[Start of Attachment]

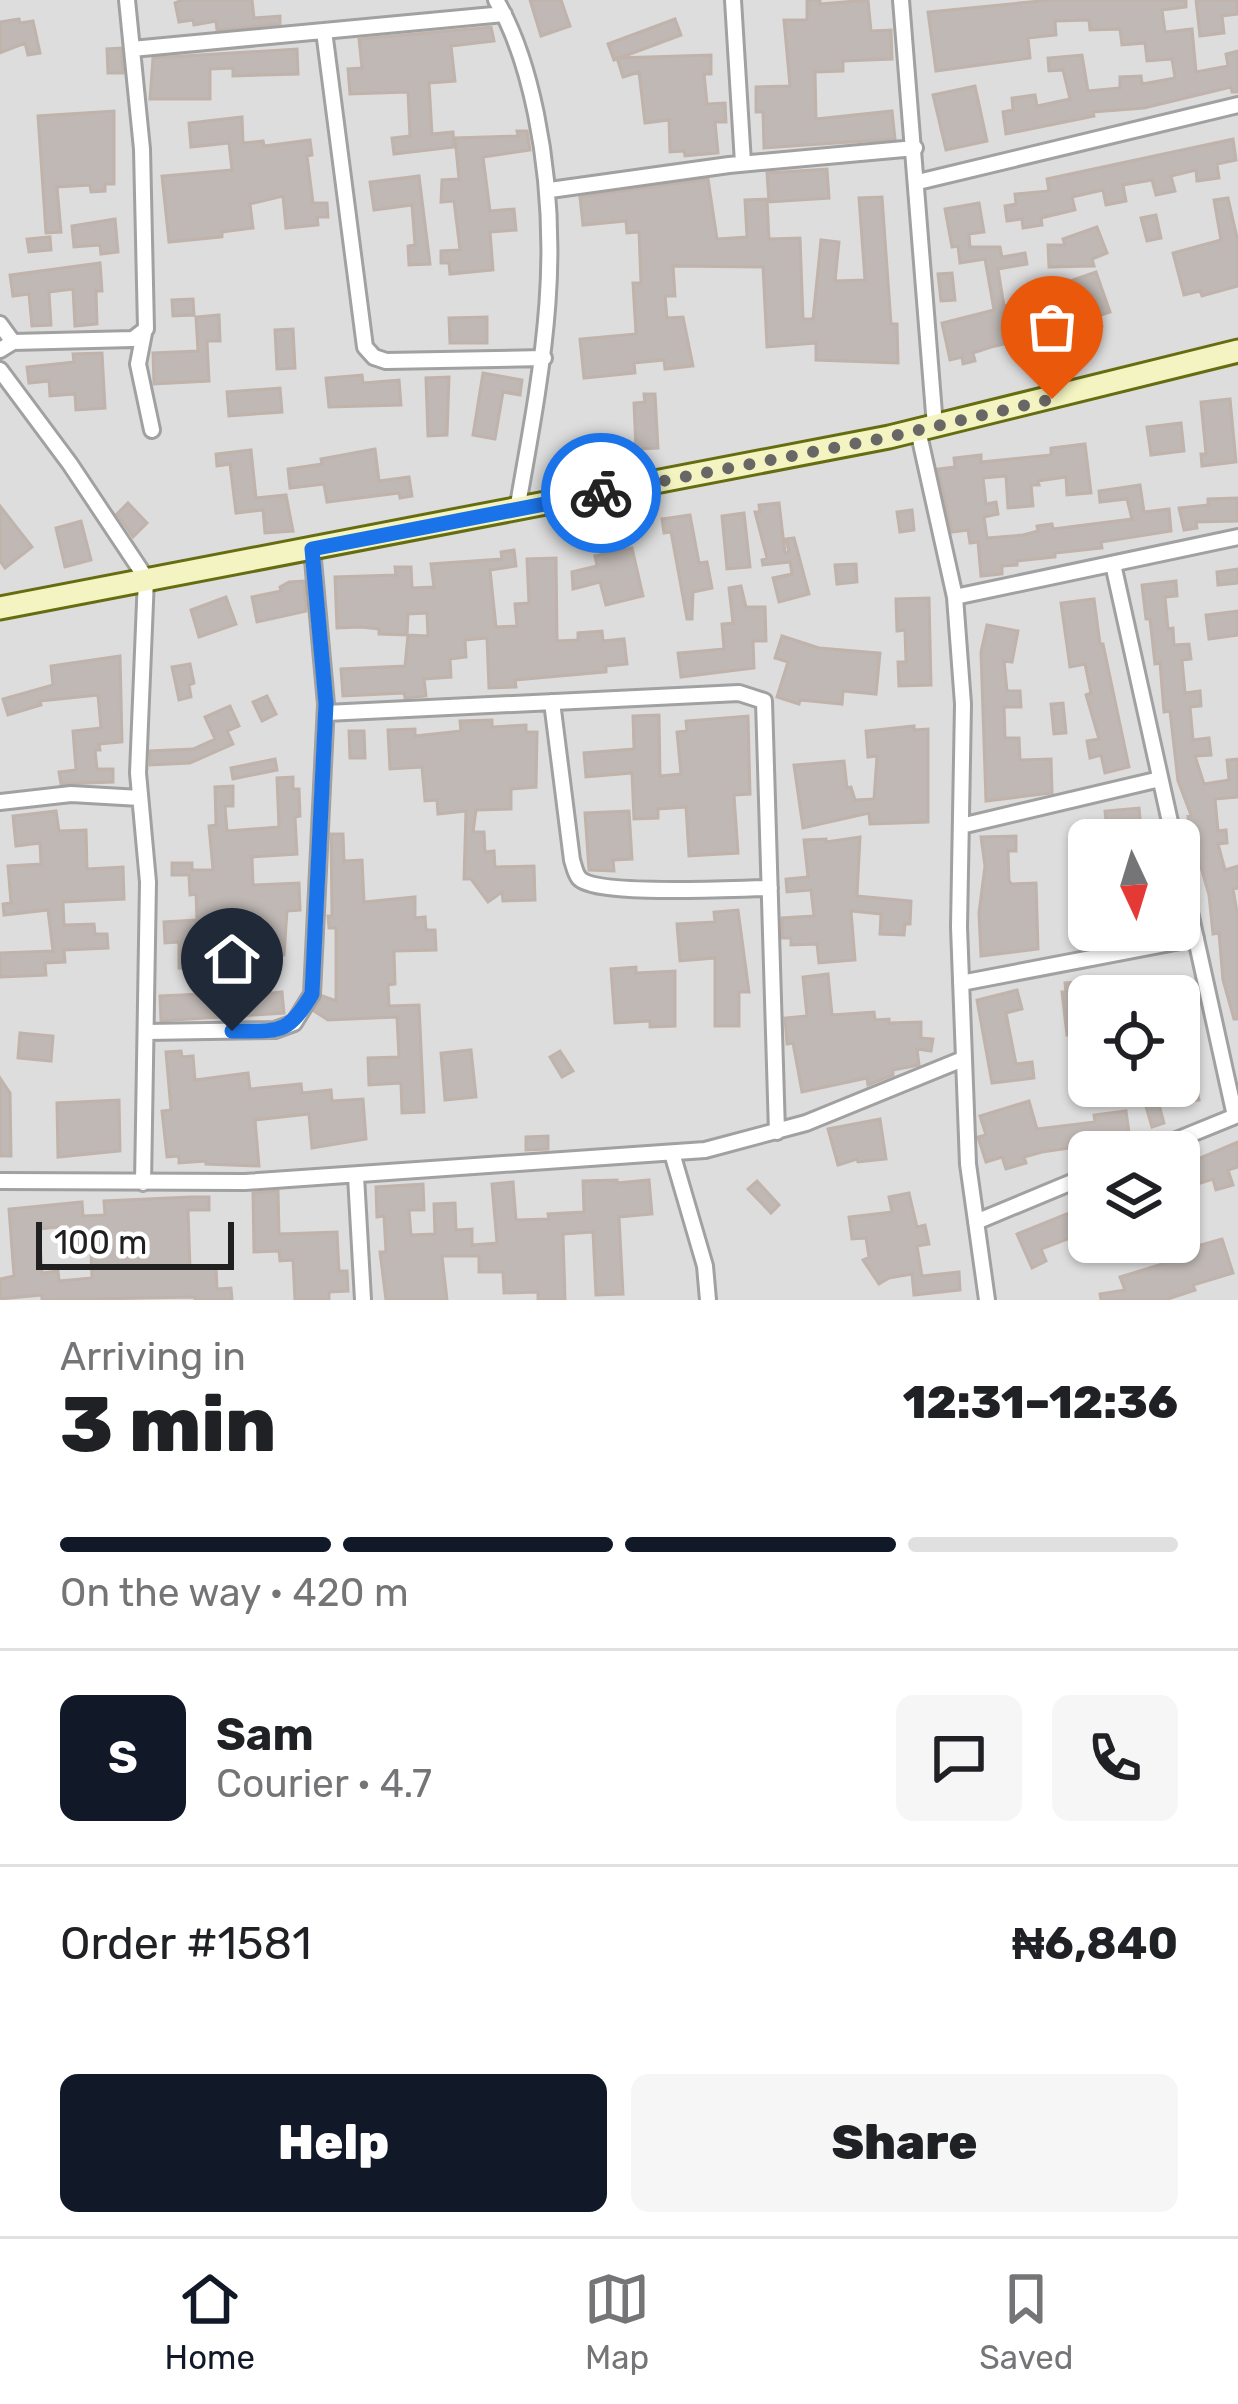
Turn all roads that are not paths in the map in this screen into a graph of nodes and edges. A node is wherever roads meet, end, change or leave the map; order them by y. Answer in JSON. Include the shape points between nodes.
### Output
{"nodes":[{"id":1,"x":127,"y":0,"type":"edge"},
{"id":2,"x":733,"y":0,"type":"edge"},
{"id":3,"x":901,"y":0,"type":"edge"},
{"id":4,"x":500,"y":7,"type":"edge"},
{"id":5,"x":324,"y":31,"type":"junction"},
{"id":6,"x":132,"y":49,"type":"junction"},
{"id":7,"x":1238,"y":105,"type":"edge"},
{"id":8,"x":915,"y":148,"type":"junction"},
{"id":9,"x":743,"y":164,"type":"junction"},
{"id":10,"x":918,"y":182,"type":"junction"},
{"id":11,"x":550,"y":190,"type":"junction"},
{"id":12,"x":0,"y":324,"type":"edge"},
{"id":13,"x":144,"y":333,"type":"junction"},
{"id":14,"x":7,"y":346,"type":"edge"},
{"id":15,"x":1238,"y":351,"type":"edge"},
{"id":16,"x":544,"y":358,"type":"junction"},
{"id":17,"x":0,"y":370,"type":"edge"},
{"id":18,"x":927,"y":428,"type":"junction"},
{"id":19,"x":152,"y":430,"type":"dead end"},
{"id":20,"x":518,"y":509,"type":"junction"},
{"id":21,"x":1238,"y":537,"type":"edge"},
{"id":22,"x":312,"y":549,"type":"junction"},
{"id":23,"x":1113,"y":564,"type":"junction"},
{"id":24,"x":146,"y":578,"type":"junction"},
{"id":25,"x":955,"y":597,"type":"junction"},
{"id":26,"x":0,"y":608,"type":"edge"},
{"id":27,"x":552,"y":702,"type":"junction"},
{"id":28,"x":326,"y":713,"type":"junction"},
{"id":29,"x":1160,"y":778,"type":"junction"},
{"id":30,"x":140,"y":798,"type":"junction"},
{"id":31,"x":0,"y":802,"type":"edge"},
{"id":32,"x":1169,"y":819,"type":"edge"},
{"id":33,"x":961,"y":826,"type":"junction"},
{"id":34,"x":770,"y":888,"type":"junction"},
{"id":35,"x":1128,"y":951,"type":"edge"},
{"id":36,"x":1199,"y":951,"type":"edge"},
{"id":37,"x":961,"y":983,"type":"junction"},
{"id":38,"x":146,"y":1032,"type":"junction"},
{"id":39,"x":963,"y":1059,"type":"junction"},
{"id":40,"x":1237,"y":1115,"type":"edge"},
{"id":41,"x":1198,"y":1131,"type":"edge"},
{"id":42,"x":777,"y":1132,"type":"junction"},
{"id":43,"x":672,"y":1153,"type":"junction"},
{"id":44,"x":356,"y":1176,"type":"junction"},
{"id":45,"x":0,"y":1180,"type":"edge"},
{"id":46,"x":143,"y":1183,"type":"junction"},
{"id":47,"x":1068,"y":1184,"type":"edge"},
{"id":48,"x":976,"y":1222,"type":"junction"},
{"id":49,"x":363,"y":1300,"type":"edge"},
{"id":50,"x":708,"y":1300,"type":"edge"},
{"id":51,"x":987,"y":1300,"type":"edge"}],
"edges":[{"from":1,"to":6,"type":"street"},
{"from":2,"to":9,"type":"street"},
{"from":3,"to":8,"type":"street"},
{"from":4,"to":5,"type":"street"},
{"from":4,"to":11,"type":"street","via":[[532,95]]},
{"from":5,"to":6,"type":"street"},
{"from":5,"to":16,"type":"street","via":[[365,347],[386,361]]},
{"from":6,"to":13,"type":"street"},
{"from":7,"to":10,"type":"street"},
{"from":8,"to":9,"type":"street"},
{"from":8,"to":10,"type":"street"},
{"from":9,"to":11,"type":"street"},
{"from":10,"to":18,"type":"street"},
{"from":11,"to":16,"type":"street"},
{"from":12,"to":14,"type":"street"},
{"from":13,"to":14,"type":"street"},
{"from":13,"to":19,"type":"street","via":[[139,364]]},
{"from":15,"to":18,"type":"main road"},
{"from":16,"to":20,"type":"street"},
{"from":17,"to":24,"type":"street"},
{"from":18,"to":20,"type":"main road"},
{"from":18,"to":25,"type":"street"},
{"from":20,"to":22,"type":"main road"},
{"from":21,"to":23,"type":"street"},
{"from":22,"to":24,"type":"main road"},
{"from":22,"to":28,"type":"street"},
{"from":23,"to":25,"type":"street"},
{"from":23,"to":29,"type":"street"},
{"from":24,"to":26,"type":"main road"},
{"from":24,"to":30,"type":"street"},
{"from":25,"to":33,"type":"street"},
{"from":27,"to":28,"type":"street"},
{"from":27,"to":34,"type":"street","via":[[579,878],[628,889]]},
{"from":27,"to":34,"type":"street","via":[[739,693],[764,701]]},
{"from":28,"to":38,"type":"street","via":[[312,994],[294,1023],[274,1030]]},
{"from":29,"to":32,"type":"street"},
{"from":29,"to":33,"type":"street"},
{"from":30,"to":31,"type":"street"},
{"from":30,"to":38,"type":"street"},
{"from":33,"to":37,"type":"street"},
{"from":34,"to":42,"type":"street"},
{"from":35,"to":37,"type":"street"},
{"from":36,"to":40,"type":"street"},
{"from":37,"to":39,"type":"street"},
{"from":38,"to":46,"type":"street"},
{"from":39,"to":42,"type":"street"},
{"from":39,"to":48,"type":"street"},
{"from":40,"to":41,"type":"street"},
{"from":42,"to":43,"type":"street"},
{"from":43,"to":44,"type":"street"},
{"from":43,"to":50,"type":"street"},
{"from":44,"to":46,"type":"street"},
{"from":44,"to":49,"type":"street"},
{"from":45,"to":46,"type":"street"},
{"from":47,"to":48,"type":"street"},
{"from":48,"to":51,"type":"street"}]}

[End of Attachment]

» **ABOUT THIS TASK**: Verbatim output of the entries is required, with each image left out.

» **REPLY**:
Turn all roads that are not paths in the map in this screen into a graph of nodes and edges. A node is wherever roads meet, end, change or leave the map; order them by y. Answer in JSON. Include the shape points between nodes.
### Output
{"nodes":[{"id":1,"x":127,"y":0,"type":"edge"},
{"id":2,"x":733,"y":0,"type":"edge"},
{"id":3,"x":901,"y":0,"type":"edge"},
{"id":4,"x":500,"y":7,"type":"edge"},
{"id":5,"x":324,"y":31,"type":"junction"},
{"id":6,"x":132,"y":49,"type":"junction"},
{"id":7,"x":1238,"y":105,"type":"edge"},
{"id":8,"x":915,"y":148,"type":"junction"},
{"id":9,"x":743,"y":164,"type":"junction"},
{"id":10,"x":918,"y":182,"type":"junction"},
{"id":11,"x":550,"y":190,"type":"junction"},
{"id":12,"x":0,"y":324,"type":"edge"},
{"id":13,"x":144,"y":333,"type":"junction"},
{"id":14,"x":7,"y":346,"type":"edge"},
{"id":15,"x":1238,"y":351,"type":"edge"},
{"id":16,"x":544,"y":358,"type":"junction"},
{"id":17,"x":0,"y":370,"type":"edge"},
{"id":18,"x":927,"y":428,"type":"junction"},
{"id":19,"x":152,"y":430,"type":"dead end"},
{"id":20,"x":518,"y":509,"type":"junction"},
{"id":21,"x":1238,"y":537,"type":"edge"},
{"id":22,"x":312,"y":549,"type":"junction"},
{"id":23,"x":1113,"y":564,"type":"junction"},
{"id":24,"x":146,"y":578,"type":"junction"},
{"id":25,"x":955,"y":597,"type":"junction"},
{"id":26,"x":0,"y":608,"type":"edge"},
{"id":27,"x":552,"y":702,"type":"junction"},
{"id":28,"x":326,"y":713,"type":"junction"},
{"id":29,"x":1160,"y":778,"type":"junction"},
{"id":30,"x":140,"y":798,"type":"junction"},
{"id":31,"x":0,"y":802,"type":"edge"},
{"id":32,"x":1169,"y":819,"type":"edge"},
{"id":33,"x":961,"y":826,"type":"junction"},
{"id":34,"x":770,"y":888,"type":"junction"},
{"id":35,"x":1128,"y":951,"type":"edge"},
{"id":36,"x":1199,"y":951,"type":"edge"},
{"id":37,"x":961,"y":983,"type":"junction"},
{"id":38,"x":146,"y":1032,"type":"junction"},
{"id":39,"x":963,"y":1059,"type":"junction"},
{"id":40,"x":1237,"y":1115,"type":"edge"},
{"id":41,"x":1198,"y":1131,"type":"edge"},
{"id":42,"x":777,"y":1132,"type":"junction"},
{"id":43,"x":672,"y":1153,"type":"junction"},
{"id":44,"x":356,"y":1176,"type":"junction"},
{"id":45,"x":0,"y":1180,"type":"edge"},
{"id":46,"x":143,"y":1183,"type":"junction"},
{"id":47,"x":1068,"y":1184,"type":"edge"},
{"id":48,"x":976,"y":1222,"type":"junction"},
{"id":49,"x":363,"y":1300,"type":"edge"},
{"id":50,"x":708,"y":1300,"type":"edge"},
{"id":51,"x":987,"y":1300,"type":"edge"}],
"edges":[{"from":1,"to":6,"type":"street"},
{"from":2,"to":9,"type":"street"},
{"from":3,"to":8,"type":"street"},
{"from":4,"to":5,"type":"street"},
{"from":4,"to":11,"type":"street","via":[[532,95]]},
{"from":5,"to":6,"type":"street"},
{"from":5,"to":16,"type":"street","via":[[365,347],[386,361]]},
{"from":6,"to":13,"type":"street"},
{"from":7,"to":10,"type":"street"},
{"from":8,"to":9,"type":"street"},
{"from":8,"to":10,"type":"street"},
{"from":9,"to":11,"type":"street"},
{"from":10,"to":18,"type":"street"},
{"from":11,"to":16,"type":"street"},
{"from":12,"to":14,"type":"street"},
{"from":13,"to":14,"type":"street"},
{"from":13,"to":19,"type":"street","via":[[139,364]]},
{"from":15,"to":18,"type":"main road"},
{"from":16,"to":20,"type":"street"},
{"from":17,"to":24,"type":"street"},
{"from":18,"to":20,"type":"main road"},
{"from":18,"to":25,"type":"street"},
{"from":20,"to":22,"type":"main road"},
{"from":21,"to":23,"type":"street"},
{"from":22,"to":24,"type":"main road"},
{"from":22,"to":28,"type":"street"},
{"from":23,"to":25,"type":"street"},
{"from":23,"to":29,"type":"street"},
{"from":24,"to":26,"type":"main road"},
{"from":24,"to":30,"type":"street"},
{"from":25,"to":33,"type":"street"},
{"from":27,"to":28,"type":"street"},
{"from":27,"to":34,"type":"street","via":[[579,878],[628,889]]},
{"from":27,"to":34,"type":"street","via":[[739,693],[764,701]]},
{"from":28,"to":38,"type":"street","via":[[312,994],[294,1023],[274,1030]]},
{"from":29,"to":32,"type":"street"},
{"from":29,"to":33,"type":"street"},
{"from":30,"to":31,"type":"street"},
{"from":30,"to":38,"type":"street"},
{"from":33,"to":37,"type":"street"},
{"from":34,"to":42,"type":"street"},
{"from":35,"to":37,"type":"street"},
{"from":36,"to":40,"type":"street"},
{"from":37,"to":39,"type":"street"},
{"from":38,"to":46,"type":"street"},
{"from":39,"to":42,"type":"street"},
{"from":39,"to":48,"type":"street"},
{"from":40,"to":41,"type":"street"},
{"from":42,"to":43,"type":"street"},
{"from":43,"to":44,"type":"street"},
{"from":43,"to":50,"type":"street"},
{"from":44,"to":46,"type":"street"},
{"from":44,"to":49,"type":"street"},
{"from":45,"to":46,"type":"street"},
{"from":47,"to":48,"type":"street"},
{"from":48,"to":51,"type":"street"}]}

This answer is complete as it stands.